Listen: Kyoto Inferno EP by Ronin

Perpetually attempting (and nailing) on-stage chaos with Mumbai metal band Providence, guitarist Shezan Shaikh pressed pause for a while as he figured out making a living as the owner and runner of his studio, also called Providence Recording Studio. 

Along the way, he’s clearly been drawn back to writing and playing music that’s ready to make bodies move. Of course, this might be different kind of moves, considering his synthwave project Ronin’s debut EP Kyoto Inferno places itself squarely in the nostalgia-leaning yet surging electronic space. The four-track record was in the works for just under half a year, with Shaikh taking apart from the project’s sound and rebuilding it in the last five months. It became less about his love for the glimmering synths peppered in his favourite 80s glam bands like Def Leppard and more about a cinematic synthwave visibly marked with a metal stamp. 

On the opening track ‘Ragequit’, Ronin makes an entrance formidably with a vocal sample that plays on the now culturally famous line “Rage against the dying of the light” (from the Dylan Thomas poem) except with a buoyant, pop melody. There’s wavy, somewhat understated string-pulling that is placed between commanding synth lines and beats. Like the best kind of synthwave, it comes across immediately as great music for a late night drive. But even if you’re indoors at home, the wistful ‘Illuminati Afterparty’ is anchored in guitar riffage and distorted synth basslines, which show up the sound of Ronin as something that can build up to something heavier, but it burrows into a dreamier realm instead. 

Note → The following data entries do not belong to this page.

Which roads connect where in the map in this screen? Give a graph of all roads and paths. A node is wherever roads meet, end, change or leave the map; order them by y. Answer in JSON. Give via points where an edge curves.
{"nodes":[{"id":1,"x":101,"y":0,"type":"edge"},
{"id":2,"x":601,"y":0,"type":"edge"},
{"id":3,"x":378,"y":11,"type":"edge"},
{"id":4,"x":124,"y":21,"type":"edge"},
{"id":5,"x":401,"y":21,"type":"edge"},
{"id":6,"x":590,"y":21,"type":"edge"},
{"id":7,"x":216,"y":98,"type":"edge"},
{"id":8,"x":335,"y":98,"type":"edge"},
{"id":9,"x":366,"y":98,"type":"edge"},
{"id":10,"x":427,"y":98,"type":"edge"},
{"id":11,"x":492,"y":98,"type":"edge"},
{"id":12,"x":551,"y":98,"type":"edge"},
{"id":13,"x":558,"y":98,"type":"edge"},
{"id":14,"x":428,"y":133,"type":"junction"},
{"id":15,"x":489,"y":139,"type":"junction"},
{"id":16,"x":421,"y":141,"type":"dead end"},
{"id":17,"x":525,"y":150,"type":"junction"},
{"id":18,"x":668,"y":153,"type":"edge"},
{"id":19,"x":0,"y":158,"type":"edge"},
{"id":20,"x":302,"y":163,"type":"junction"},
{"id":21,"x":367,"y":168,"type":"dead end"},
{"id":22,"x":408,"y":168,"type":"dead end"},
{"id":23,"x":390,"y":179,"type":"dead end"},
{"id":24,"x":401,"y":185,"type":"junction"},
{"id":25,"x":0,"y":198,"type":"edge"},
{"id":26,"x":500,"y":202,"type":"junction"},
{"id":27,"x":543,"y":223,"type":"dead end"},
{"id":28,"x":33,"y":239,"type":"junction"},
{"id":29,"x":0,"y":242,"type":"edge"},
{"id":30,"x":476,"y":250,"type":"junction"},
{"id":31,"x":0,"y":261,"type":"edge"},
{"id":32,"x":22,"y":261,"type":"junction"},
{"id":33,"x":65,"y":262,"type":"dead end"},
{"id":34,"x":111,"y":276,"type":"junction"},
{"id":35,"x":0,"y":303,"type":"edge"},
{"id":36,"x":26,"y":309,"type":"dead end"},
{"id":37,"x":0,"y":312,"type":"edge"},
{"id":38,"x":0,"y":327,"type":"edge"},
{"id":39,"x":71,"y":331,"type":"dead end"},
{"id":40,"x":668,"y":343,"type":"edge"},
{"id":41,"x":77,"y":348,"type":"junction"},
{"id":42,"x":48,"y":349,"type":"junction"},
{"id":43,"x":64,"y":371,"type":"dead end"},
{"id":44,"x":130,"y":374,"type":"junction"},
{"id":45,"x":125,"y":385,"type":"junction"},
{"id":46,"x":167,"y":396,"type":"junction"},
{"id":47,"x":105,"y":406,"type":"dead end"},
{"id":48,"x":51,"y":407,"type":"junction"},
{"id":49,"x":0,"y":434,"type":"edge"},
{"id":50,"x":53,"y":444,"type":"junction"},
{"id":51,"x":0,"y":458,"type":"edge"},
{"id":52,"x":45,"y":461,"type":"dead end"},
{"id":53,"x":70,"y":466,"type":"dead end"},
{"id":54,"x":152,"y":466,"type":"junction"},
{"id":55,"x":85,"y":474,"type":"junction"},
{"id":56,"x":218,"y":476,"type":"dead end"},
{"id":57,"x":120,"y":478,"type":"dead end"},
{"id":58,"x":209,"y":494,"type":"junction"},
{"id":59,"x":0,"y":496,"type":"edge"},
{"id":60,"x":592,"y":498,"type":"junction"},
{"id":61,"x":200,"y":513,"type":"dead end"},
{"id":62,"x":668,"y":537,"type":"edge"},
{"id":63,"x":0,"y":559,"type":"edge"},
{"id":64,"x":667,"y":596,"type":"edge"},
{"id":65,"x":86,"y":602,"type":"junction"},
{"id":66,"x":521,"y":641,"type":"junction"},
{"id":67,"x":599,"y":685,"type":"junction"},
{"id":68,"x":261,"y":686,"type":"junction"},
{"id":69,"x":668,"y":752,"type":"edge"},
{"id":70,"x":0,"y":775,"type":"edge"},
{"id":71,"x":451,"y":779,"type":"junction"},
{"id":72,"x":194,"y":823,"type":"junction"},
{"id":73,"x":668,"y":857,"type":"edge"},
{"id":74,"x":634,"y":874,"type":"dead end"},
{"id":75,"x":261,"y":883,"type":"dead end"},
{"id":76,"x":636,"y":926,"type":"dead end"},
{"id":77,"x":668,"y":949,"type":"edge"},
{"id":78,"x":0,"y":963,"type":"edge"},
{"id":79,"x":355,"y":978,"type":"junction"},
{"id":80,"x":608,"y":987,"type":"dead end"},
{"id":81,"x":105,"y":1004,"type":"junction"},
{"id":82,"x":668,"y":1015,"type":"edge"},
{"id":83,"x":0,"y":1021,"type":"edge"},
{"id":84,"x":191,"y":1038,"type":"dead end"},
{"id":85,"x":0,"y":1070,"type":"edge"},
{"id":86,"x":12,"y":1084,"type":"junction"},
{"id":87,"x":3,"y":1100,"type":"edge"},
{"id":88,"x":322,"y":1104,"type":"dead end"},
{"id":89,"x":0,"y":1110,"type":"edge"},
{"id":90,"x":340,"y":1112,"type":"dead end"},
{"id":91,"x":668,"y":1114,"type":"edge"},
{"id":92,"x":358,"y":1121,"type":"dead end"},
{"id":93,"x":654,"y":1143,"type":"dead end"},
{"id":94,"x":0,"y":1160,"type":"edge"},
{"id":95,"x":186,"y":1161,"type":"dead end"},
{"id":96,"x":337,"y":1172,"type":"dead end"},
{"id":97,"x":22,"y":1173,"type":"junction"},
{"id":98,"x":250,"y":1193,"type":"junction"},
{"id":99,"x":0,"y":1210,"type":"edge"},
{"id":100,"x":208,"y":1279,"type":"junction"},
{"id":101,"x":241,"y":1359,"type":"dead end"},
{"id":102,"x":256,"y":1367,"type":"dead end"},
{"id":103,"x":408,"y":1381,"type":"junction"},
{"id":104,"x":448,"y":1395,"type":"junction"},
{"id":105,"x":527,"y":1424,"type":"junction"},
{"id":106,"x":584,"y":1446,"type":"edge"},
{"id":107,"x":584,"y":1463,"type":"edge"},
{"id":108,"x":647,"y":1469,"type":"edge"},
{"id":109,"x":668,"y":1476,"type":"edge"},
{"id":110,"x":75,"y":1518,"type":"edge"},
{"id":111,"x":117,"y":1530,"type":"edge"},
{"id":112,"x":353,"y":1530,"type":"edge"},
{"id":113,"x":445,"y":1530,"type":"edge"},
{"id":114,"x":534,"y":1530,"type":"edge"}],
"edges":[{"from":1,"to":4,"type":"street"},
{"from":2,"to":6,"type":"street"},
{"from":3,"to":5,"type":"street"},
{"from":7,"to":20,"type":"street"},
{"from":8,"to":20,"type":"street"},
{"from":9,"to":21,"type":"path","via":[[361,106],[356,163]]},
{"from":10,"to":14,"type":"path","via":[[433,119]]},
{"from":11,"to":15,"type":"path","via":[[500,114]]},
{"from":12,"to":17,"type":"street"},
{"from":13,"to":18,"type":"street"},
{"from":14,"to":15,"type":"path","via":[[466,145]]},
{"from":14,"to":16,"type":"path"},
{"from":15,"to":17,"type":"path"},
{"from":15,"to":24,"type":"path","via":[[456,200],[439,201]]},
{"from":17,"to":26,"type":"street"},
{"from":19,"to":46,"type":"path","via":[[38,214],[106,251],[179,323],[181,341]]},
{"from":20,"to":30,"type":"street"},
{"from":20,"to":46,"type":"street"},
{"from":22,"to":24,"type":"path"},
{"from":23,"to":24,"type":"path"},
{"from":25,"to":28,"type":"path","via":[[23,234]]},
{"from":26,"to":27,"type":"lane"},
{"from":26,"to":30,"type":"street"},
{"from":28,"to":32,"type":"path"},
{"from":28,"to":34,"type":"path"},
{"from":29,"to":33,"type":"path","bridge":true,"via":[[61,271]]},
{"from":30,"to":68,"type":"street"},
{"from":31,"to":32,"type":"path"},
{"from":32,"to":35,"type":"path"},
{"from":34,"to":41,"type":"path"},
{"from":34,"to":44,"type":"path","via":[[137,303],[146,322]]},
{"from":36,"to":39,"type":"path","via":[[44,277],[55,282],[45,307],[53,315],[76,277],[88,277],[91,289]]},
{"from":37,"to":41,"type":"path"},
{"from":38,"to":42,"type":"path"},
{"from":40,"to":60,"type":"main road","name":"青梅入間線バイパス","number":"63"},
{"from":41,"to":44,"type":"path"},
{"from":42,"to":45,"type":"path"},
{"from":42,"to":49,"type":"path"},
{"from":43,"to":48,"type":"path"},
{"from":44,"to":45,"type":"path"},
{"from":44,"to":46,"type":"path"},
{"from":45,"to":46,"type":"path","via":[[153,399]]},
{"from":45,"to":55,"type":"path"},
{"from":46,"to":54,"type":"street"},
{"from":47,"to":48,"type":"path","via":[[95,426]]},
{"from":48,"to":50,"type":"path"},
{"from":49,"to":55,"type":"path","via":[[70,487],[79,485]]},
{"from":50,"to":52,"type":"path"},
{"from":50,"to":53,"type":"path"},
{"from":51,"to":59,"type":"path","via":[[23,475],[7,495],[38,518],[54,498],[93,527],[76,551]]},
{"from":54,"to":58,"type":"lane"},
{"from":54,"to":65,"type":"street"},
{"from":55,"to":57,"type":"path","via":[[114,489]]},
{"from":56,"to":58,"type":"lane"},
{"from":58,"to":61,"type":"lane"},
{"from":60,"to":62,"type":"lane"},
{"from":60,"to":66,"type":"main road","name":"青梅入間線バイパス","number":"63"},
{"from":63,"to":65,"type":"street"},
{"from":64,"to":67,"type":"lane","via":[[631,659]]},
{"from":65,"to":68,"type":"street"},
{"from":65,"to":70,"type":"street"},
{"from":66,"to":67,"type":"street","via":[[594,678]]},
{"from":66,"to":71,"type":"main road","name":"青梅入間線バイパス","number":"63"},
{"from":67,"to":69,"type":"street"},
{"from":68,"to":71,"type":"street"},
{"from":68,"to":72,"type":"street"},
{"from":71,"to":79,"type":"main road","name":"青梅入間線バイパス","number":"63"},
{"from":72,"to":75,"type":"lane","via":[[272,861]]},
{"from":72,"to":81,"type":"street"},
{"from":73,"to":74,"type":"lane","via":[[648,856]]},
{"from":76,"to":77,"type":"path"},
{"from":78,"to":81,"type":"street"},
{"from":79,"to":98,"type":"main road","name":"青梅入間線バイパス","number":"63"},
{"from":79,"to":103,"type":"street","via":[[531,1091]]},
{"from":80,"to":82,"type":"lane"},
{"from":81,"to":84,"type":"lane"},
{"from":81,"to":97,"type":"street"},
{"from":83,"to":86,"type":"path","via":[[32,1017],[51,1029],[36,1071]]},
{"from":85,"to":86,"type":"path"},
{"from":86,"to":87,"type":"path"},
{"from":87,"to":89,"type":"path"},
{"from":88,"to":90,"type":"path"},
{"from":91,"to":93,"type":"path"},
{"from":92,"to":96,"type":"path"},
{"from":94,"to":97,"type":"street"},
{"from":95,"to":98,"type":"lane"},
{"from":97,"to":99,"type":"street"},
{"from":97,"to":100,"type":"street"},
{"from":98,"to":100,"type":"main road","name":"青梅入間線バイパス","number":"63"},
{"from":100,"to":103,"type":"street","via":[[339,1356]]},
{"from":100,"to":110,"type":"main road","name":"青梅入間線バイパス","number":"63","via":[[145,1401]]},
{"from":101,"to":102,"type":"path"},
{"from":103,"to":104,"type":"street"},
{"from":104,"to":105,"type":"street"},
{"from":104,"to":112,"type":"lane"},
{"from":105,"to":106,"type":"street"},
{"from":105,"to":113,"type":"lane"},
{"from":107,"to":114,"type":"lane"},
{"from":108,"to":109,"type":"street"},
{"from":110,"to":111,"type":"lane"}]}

While female vocal samples are woven into the track so far, Shaikh calls on two known voices for ‘Kyoto Inferno’ and the closing ‘Kyoto Inferno (Soul Remix)’. Dangling East Asian melodies as an ingress, there’s real grit and cinematic treatment on the two tracks which makes it sound like it’s straight out of a video game like Street Fighter or even a noir film. The glimmering synths make for the sonic hook, while vocalist Shagun Trisal (previously of rockers Kraken) breathes life in as he soars on the original mix, while former Providence frontman Sunneith Revankar (previously part of Bhayanak Maut and now with Undying Inc and The Silent Offensive) lays out an anguished growl over warbly guitar riffs on the Soul Remix. 

With a formidable first step into the nostalgia-tinted, neon-painted world of synthwave, Ronin makes Kyoto Inferno a refreshing listening experience that leaves room for plenty of experiments.